Petrol station owners should lift games rather than complain

THE proponent of a 24-hour service station development application for Yamba says local petrol station owners should lift their games rather than complain about anti-competitive practices.

>> RELATED: Proposed service station 'surplus to needs' in Yamba

The executive managing director of Clarence Property Corporation, Peter Fahey, said claims the proposed Coles Express service station would provide unfair competition to existing service stations and was unwanted in the community did not stack up.

"They should be looking at the service they provide to their customers," he said. "Maybe they should look at giving their own stations a coat of paint.

"If they're having trouble matching prices, why not try to negotiate a better deal with their suppliers so they can offer discounted prices?"

Mr Fahey also noted some of the local service stations were in out of the way places.

"If you have a modern service station in a good position, offering the service people expect, of course it's going to be successful," he said.

He said the DA for two lots on the corner of Yamba Rd and Treelands Dr, opposite the Yamba Fair Shopping Centre, reflected demand from tenants for that type of development.

"When I spoke to Jan Ingram, the previous owner of the house on the corner, she said she had offers from all the four majors (petrol retailers) to buy her block," Mr Fahey said "She just wasn't ready to sell then.

"The house was already zoned commercial and we had the one next door rezoned to allow enough space for delivery trucks and turning circles and that type of thing.

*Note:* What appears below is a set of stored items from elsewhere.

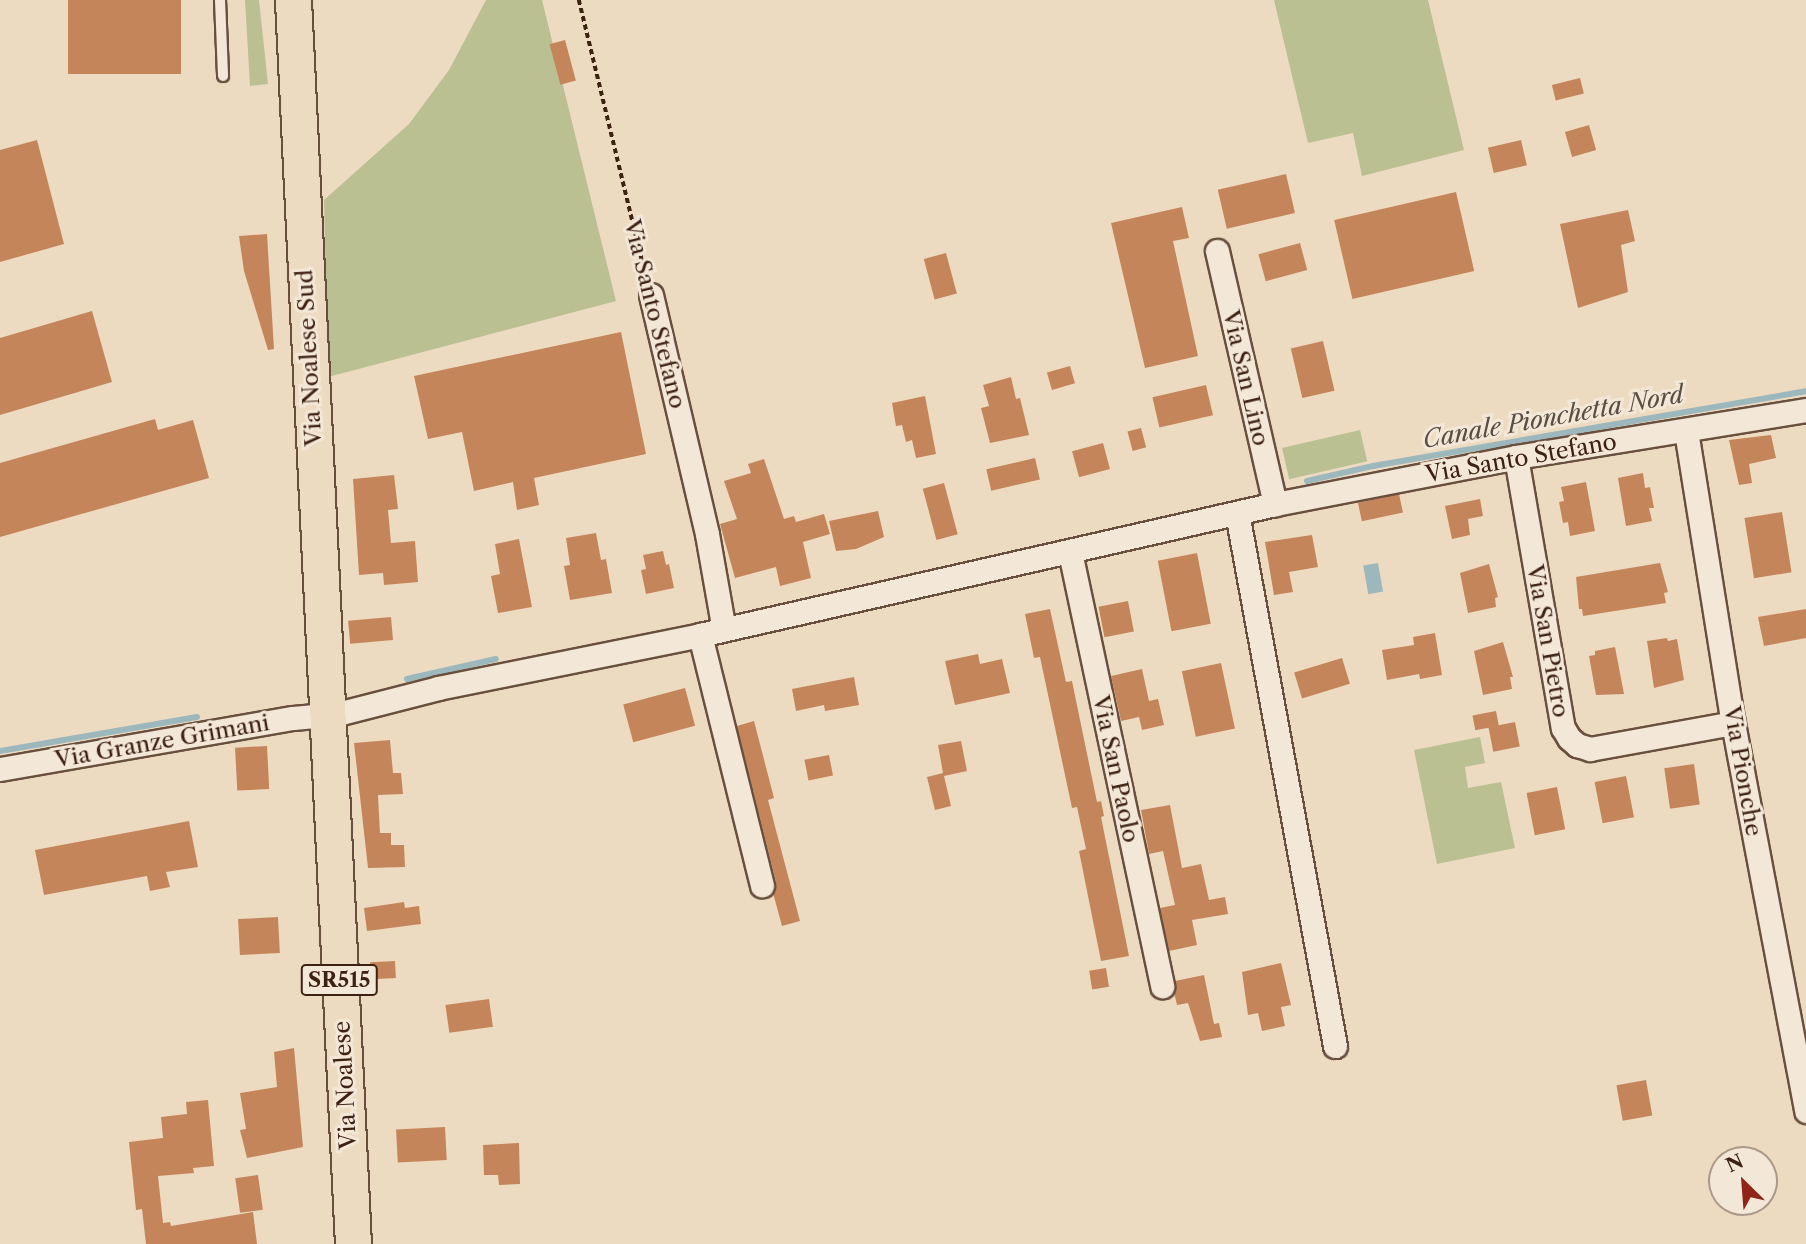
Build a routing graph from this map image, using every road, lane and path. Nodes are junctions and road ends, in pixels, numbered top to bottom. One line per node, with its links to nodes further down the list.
1 (220, 0): 4 (lane)
2 (293, 0): 15 (main road, Via Noalese Sud)
3 (579, 0): 6 (path, Via Santo Stefano)
4 (223, 76)
5 (1217, 251): 10 (street, Via San Lino)
6 (650, 295): 13 (street, Via Santo Stefano)
7 (1806, 410): 8 (street, Via Santo Stefano)
8 (1686, 431): 9 (street, Via Santo Stefano); 16 (street, Via Pionche)
9 (1516, 457): 10 (street, Via Santo Stefano); 16 (street, Via San Pietro)
10 (1275, 504): 11 (street, Via Santo Stefano)
11 (1237, 513): 12 (street, Via Santo Stefano); 20 (street)
12 (1070, 552): 13 (street, Via Santo Stefano); 19 (street, Via San Paolo)
13 (724, 630): 14 (street, Via Santo Stefano)
14 (700, 635): 15 (street, Via Santo Stefano); 18 (street)
15 (325, 715): 17 (street, Via Granze Grimani); 22 (main road, Via Noalese / SR515)
16 (1733, 723): 21 (street, Via Pionche)
17 (0, 769)
18 (762, 886)
19 (1162, 986)
20 (1335, 1046)
21 (1806, 1111)
22 (353, 1244)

"If it wasn't Coles Express one of the other majors would be there."

He said most Yamba service stations were charging too much for fuel.

"When you go out of town onto the highway you notice Yamba stations are always dearer," he said.

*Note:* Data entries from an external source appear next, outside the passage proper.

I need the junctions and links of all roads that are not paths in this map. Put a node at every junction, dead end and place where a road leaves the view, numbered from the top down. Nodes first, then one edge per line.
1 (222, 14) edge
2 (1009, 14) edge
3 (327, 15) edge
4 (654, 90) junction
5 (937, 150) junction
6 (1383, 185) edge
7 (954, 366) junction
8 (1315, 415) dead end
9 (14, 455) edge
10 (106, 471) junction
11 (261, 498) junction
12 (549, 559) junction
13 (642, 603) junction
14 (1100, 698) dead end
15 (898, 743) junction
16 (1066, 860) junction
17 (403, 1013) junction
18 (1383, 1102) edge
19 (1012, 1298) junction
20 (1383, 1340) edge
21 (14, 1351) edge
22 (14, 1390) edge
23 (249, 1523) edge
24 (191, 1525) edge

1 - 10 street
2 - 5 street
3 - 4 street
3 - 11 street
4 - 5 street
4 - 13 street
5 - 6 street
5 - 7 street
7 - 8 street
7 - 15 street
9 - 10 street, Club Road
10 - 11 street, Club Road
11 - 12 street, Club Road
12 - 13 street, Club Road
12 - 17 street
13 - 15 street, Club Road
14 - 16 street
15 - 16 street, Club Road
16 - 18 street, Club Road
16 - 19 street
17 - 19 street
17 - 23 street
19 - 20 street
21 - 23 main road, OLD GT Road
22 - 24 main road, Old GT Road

He also said the idea the majors gave their stations an unfair advantage did not add up.

"The Matilda at Yamba is always 8-12 cents cheaper than the others."

Mr Fahey said Clarence Property prepared a lot of DAs for councils and was confident this one would meet planning guidelines.

He said it was unlikely the station would be a 24-hour operation.

"The plan is to have the capability, but it will be driven by demand," he said.

"If there are no people using it between 11pm and 5am, why would you have it open?"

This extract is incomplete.